(Saved data entries)
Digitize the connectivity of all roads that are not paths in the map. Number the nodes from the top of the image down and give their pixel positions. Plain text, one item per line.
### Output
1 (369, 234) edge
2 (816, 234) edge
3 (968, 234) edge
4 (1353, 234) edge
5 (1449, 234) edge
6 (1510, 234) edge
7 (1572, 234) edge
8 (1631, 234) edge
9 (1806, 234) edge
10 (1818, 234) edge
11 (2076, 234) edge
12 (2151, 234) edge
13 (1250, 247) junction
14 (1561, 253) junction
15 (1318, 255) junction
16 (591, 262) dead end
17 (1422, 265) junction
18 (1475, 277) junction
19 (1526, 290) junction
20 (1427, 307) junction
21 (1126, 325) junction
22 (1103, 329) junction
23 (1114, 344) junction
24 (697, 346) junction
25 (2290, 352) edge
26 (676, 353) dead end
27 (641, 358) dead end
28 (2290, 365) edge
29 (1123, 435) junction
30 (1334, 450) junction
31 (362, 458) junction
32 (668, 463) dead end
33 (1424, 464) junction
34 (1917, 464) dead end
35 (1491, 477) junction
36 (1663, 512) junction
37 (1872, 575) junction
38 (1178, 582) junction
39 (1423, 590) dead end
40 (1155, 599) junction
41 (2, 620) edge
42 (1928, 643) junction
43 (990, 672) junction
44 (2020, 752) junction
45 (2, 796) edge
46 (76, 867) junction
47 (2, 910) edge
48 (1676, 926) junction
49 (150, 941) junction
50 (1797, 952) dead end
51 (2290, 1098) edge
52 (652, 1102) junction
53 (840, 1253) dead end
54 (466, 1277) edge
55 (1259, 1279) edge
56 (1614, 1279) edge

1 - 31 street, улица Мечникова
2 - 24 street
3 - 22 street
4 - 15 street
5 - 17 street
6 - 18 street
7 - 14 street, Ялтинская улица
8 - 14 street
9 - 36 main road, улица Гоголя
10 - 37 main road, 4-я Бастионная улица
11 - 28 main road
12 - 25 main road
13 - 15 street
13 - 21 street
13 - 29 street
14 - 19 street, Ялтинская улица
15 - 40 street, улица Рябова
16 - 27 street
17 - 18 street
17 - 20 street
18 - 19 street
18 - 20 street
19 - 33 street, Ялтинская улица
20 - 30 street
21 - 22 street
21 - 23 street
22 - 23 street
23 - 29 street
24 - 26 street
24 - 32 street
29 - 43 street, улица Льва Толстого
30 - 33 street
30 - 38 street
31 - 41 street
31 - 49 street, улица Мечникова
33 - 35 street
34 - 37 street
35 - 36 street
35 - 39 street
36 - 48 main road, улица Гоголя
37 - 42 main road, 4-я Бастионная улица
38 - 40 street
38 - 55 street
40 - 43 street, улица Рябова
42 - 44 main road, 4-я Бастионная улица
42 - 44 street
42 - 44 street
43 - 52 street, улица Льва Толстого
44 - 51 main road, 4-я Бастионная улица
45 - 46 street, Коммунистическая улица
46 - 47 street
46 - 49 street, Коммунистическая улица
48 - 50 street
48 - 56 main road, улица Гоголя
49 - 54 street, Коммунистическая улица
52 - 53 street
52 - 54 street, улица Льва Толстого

**EXERCISE INSTRUCTIONS:** This exercise requires the number of lines in the entries holding the word "Коммунистическая", written alone.

**SOLUTION TO THE PROBLEM:** 3